_Work to be completed:_ Copy all of the records exactly.

_Records excerpted from a collection:_
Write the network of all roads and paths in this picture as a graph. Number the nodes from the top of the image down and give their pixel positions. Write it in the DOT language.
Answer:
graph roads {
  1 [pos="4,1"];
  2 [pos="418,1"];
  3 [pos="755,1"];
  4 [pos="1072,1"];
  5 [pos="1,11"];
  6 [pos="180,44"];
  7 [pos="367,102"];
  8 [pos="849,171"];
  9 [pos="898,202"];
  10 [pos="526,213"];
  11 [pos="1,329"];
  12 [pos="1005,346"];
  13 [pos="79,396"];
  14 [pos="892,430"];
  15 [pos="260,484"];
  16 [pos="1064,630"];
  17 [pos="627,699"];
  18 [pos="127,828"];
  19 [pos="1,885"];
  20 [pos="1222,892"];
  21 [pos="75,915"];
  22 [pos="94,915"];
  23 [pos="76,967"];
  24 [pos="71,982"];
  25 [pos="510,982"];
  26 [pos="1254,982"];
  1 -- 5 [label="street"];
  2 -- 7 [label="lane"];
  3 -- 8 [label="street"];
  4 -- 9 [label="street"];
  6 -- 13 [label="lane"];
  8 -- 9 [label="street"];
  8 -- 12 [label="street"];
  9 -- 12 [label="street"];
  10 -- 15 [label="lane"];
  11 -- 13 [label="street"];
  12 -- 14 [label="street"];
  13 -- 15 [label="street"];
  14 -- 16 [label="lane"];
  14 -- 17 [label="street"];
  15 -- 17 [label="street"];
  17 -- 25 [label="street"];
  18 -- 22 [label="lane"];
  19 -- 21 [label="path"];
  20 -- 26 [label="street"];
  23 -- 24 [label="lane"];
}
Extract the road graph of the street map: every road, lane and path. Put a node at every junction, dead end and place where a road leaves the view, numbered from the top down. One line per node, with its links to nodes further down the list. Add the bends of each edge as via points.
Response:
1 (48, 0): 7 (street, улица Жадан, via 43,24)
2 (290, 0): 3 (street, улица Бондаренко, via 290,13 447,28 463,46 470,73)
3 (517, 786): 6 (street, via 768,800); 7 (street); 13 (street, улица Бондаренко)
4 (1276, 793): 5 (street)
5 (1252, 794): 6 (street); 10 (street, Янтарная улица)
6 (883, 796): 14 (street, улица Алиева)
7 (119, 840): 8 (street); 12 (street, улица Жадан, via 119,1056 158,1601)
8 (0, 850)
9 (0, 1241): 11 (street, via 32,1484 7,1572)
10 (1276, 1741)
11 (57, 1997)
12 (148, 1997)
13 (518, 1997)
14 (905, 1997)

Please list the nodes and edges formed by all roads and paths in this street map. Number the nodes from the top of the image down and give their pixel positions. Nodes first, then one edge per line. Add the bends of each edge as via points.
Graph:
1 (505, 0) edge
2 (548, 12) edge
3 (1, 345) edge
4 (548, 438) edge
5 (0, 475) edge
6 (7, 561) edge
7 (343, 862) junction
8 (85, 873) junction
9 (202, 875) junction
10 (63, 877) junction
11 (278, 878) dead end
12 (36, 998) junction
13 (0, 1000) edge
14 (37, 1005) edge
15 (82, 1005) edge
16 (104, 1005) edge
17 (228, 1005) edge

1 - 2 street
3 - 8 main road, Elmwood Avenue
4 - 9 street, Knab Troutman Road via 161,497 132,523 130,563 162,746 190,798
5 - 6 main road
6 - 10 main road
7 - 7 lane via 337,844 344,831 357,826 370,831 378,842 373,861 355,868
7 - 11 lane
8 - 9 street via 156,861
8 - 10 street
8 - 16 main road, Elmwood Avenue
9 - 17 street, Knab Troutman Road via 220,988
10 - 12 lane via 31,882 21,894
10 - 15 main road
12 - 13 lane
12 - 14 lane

_Output:_
Write the network of all roads and paths in this picture as a graph. Number the nodes from the top of the image down and give their pixel positions. Write it in the DOT language.
Answer:
graph roads {
  1 [pos="4,1"];
  2 [pos="418,1"];
  3 [pos="755,1"];
  4 [pos="1072,1"];
  5 [pos="1,11"];
  6 [pos="180,44"];
  7 [pos="367,102"];
  8 [pos="849,171"];
  9 [pos="898,202"];
  10 [pos="526,213"];
  11 [pos="1,329"];
  12 [pos="1005,346"];
  13 [pos="79,396"];
  14 [pos="892,430"];
  15 [pos="260,484"];
  16 [pos="1064,630"];
  17 [pos="627,699"];
  18 [pos="127,828"];
  19 [pos="1,885"];
  20 [pos="1222,892"];
  21 [pos="75,915"];
  22 [pos="94,915"];
  23 [pos="76,967"];
  24 [pos="71,982"];
  25 [pos="510,982"];
  26 [pos="1254,982"];
  1 -- 5 [label="street"];
  2 -- 7 [label="lane"];
  3 -- 8 [label="street"];
  4 -- 9 [label="street"];
  6 -- 13 [label="lane"];
  8 -- 9 [label="street"];
  8 -- 12 [label="street"];
  9 -- 12 [label="street"];
  10 -- 15 [label="lane"];
  11 -- 13 [label="street"];
  12 -- 14 [label="street"];
  13 -- 15 [label="street"];
  14 -- 16 [label="lane"];
  14 -- 17 [label="street"];
  15 -- 17 [label="street"];
  17 -- 25 [label="street"];
  18 -- 22 [label="lane"];
  19 -- 21 [label="path"];
  20 -- 26 [label="street"];
  23 -- 24 [label="lane"];
}
Extract the road graph of the street map: every road, lane and path. Put a node at every junction, dead end and place where a road leaves the view, numbered from the top down. One line per node, with its links to nodes further down the list. Add the bends of each edge as via points.
Response:
1 (48, 0): 7 (street, улица Жадан, via 43,24)
2 (290, 0): 3 (street, улица Бондаренко, via 290,13 447,28 463,46 470,73)
3 (517, 786): 6 (street, via 768,800); 7 (street); 13 (street, улица Бондаренко)
4 (1276, 793): 5 (street)
5 (1252, 794): 6 (street); 10 (street, Янтарная улица)
6 (883, 796): 14 (street, улица Алиева)
7 (119, 840): 8 (street); 12 (street, улица Жадан, via 119,1056 158,1601)
8 (0, 850)
9 (0, 1241): 11 (street, via 32,1484 7,1572)
10 (1276, 1741)
11 (57, 1997)
12 (148, 1997)
13 (518, 1997)
14 (905, 1997)

Please list the nodes and edges formed by all roads and paths in this street map. Number the nodes from the top of the image down and give their pixel positions. Nodes first, then one edge per line. Add the bends of each edge as via points.
Graph:
1 (505, 0) edge
2 (548, 12) edge
3 (1, 345) edge
4 (548, 438) edge
5 (0, 475) edge
6 (7, 561) edge
7 (343, 862) junction
8 (85, 873) junction
9 (202, 875) junction
10 (63, 877) junction
11 (278, 878) dead end
12 (36, 998) junction
13 (0, 1000) edge
14 (37, 1005) edge
15 (82, 1005) edge
16 (104, 1005) edge
17 (228, 1005) edge

1 - 2 street
3 - 8 main road, Elmwood Avenue
4 - 9 street, Knab Troutman Road via 161,497 132,523 130,563 162,746 190,798
5 - 6 main road
6 - 10 main road
7 - 7 lane via 337,844 344,831 357,826 370,831 378,842 373,861 355,868
7 - 11 lane
8 - 9 street via 156,861
8 - 10 street
8 - 16 main road, Elmwood Avenue
9 - 17 street, Knab Troutman Road via 220,988
10 - 12 lane via 31,882 21,894
10 - 15 main road
12 - 13 lane
12 - 14 lane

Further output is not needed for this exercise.